Capita promise to publish pay ratio between highest and lowest earners

By 14.05.13BlogSeptember 2nd, 2020No Comments

Major FTSE 100 Company respond to HPC challenge at company AGM

FTSE 100 company Capita today committed to publishing the pay ratio between their highest and lowest paid employees at their Annual General Meeting in the City of London.

Responding to a question from Luke Hildyard of the High Pay Centre think tank, Capita CEO Paul Pindar said the company would be ‘very happy’ to publish the ratio, showing the total pay of their highest paid employee as a multiple of the lowest earner.

Interest in pay ratios has grown in recent years, following revelations that the average FTSE 100 Chief Executive now earns 185 times the average worker, up from 15 times in 1979.*  In America, measures requiring all companies to publish the pay ratio between their highest and median earners are currently being developed.  At their AGM yesterday, Centrica said their highest paid employee was paid 63 times their lowest paid employee – though this figure is based on CEO Sam Laidlaw’s £950,000 basic salary and does not include bonuses that raised his take-home pay to almost £5 million. Barclays Bank also told their AGM they would look into their pay ratio.
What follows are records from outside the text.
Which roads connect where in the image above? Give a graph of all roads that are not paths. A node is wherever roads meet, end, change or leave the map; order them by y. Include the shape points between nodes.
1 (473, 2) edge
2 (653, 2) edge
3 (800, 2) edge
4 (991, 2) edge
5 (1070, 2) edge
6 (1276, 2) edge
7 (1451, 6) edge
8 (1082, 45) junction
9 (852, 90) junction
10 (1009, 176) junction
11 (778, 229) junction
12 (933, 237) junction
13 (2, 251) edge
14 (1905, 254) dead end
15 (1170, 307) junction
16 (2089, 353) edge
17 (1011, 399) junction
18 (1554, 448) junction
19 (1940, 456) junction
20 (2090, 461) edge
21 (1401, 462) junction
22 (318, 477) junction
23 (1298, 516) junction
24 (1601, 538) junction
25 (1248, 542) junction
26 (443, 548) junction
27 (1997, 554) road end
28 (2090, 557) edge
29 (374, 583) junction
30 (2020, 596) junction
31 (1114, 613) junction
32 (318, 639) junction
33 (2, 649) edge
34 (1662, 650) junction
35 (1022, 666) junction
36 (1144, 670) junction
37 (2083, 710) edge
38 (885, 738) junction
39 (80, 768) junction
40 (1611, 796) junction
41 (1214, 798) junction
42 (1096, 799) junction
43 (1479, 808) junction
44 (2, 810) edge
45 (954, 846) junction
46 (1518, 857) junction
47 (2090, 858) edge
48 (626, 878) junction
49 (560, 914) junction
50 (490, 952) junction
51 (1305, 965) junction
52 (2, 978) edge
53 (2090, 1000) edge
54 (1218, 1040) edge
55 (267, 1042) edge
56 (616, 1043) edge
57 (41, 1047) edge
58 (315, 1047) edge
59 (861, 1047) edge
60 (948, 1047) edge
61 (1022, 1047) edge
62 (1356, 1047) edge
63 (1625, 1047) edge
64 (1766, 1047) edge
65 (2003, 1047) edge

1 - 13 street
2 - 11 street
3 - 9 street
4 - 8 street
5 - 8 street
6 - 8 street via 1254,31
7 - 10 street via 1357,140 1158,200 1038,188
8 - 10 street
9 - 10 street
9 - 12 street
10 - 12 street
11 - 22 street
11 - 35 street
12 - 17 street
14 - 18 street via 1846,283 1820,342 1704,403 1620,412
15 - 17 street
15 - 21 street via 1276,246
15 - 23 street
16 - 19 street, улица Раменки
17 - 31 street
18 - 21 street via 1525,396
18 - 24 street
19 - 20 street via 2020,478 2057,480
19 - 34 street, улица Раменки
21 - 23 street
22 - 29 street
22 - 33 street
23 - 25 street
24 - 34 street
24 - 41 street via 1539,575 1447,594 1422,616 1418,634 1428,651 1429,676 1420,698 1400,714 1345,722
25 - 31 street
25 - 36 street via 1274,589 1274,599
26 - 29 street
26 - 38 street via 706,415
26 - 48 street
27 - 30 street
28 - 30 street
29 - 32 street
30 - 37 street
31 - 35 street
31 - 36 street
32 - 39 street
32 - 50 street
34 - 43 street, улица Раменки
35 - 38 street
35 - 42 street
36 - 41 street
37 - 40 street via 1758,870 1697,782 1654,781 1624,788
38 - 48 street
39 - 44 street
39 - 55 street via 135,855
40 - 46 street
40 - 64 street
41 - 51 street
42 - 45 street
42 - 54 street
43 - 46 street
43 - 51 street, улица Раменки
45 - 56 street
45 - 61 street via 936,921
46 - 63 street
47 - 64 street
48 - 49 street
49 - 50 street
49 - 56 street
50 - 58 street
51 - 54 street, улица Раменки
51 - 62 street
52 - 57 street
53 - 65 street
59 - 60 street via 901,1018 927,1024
Deborah Hargreaves, Director of the High Pay Centre, said: ‘Research shows that a big pay gap between the highest and lowest earners within a company is damaging to employee morale and productivity, so reducing pay ratios isn’t just a question of social justice. It’s also good business sense. We welcome Capita’s commitment to transparency on pay ratios and will watch their progress with interest.’